I also remember sitting bored into oblivion during Saturday morning shopping trips into the city with my mother and sister as they poured over enormous books that housed samples of patterns for clothes. They sat absorbed in the task, like monks working on the illuminations of religious manuscripts. They would finally choose a pattern; decode the requirements for zips, buttons and fabric lengths, select their materials and head home to create.

I’d watch my mother, her mouth porcupined with pins clenched between her lips as she pinned the pattern to her fabric. It was a fascination to see the flimsy paper being attached with careful precision so that every millimetre of fabric was used to maximum benefit. The design of the fabric needed to line up at seams and my mother somehow instinctively knew how to lay the paper on the straight grain, cross grain or the bias so the weft and warp of the threads would hang with decorum against my sister’s form.

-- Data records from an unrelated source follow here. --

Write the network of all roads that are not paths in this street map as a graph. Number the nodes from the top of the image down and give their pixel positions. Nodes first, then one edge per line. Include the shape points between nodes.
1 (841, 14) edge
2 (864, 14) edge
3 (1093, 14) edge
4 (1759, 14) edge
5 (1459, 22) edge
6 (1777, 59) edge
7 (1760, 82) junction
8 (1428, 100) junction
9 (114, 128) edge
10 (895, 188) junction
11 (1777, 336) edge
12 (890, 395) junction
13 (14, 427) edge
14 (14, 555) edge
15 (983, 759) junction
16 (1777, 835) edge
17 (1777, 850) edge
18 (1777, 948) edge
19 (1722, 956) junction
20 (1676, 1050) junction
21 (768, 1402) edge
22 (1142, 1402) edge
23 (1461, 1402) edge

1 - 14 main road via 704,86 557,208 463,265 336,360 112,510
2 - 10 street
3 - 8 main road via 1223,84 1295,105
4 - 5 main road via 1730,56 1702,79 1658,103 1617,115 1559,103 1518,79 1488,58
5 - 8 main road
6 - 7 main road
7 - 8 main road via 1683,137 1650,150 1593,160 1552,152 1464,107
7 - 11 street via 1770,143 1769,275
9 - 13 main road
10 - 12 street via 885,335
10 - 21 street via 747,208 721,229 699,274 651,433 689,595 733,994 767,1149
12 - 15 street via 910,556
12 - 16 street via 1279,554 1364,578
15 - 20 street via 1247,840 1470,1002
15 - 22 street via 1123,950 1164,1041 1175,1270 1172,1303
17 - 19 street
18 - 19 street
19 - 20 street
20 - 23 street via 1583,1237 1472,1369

She would then hum away at her Singer sewing machine and produce an ensemble that rivalled the boutiques of the day. I was always amazed that the outfit formed itself out of the deconstructed patterned pieces. I made model airplanes from plastic moulded forms and with sticky fingers would glue together the pre-made pieces to form German Junkers and British Spitfires that I would hang from my bedroom ceiling with fishing line freezing an enactment of World War aerial dogfights. But my model planes didn’t seem to have the same mysterious alchemy as turning paper patterns into fashion. I became aware of a more complex design at work.

As we have approached the end of term, again our family is plagued by tests and assignments that demarcate the midpoint of the semester. My son has a fascination for history and he spent hours time-lining the causes and battles of the Second World War. All the dates from the Treaty of Versailles to the emancipation of Auschwitz were memorised. We’d chat about the Night of the Broken Glass (Kristallnacht) and try to imagine what it must have felt like to watch the windows of all the Jewish merchants, homes and Synagogues being shattered. Did people know what this was going to signal? Could they see the signs of what was coming and did they know what the next best step could have been? Patterns often materialise with hindsight.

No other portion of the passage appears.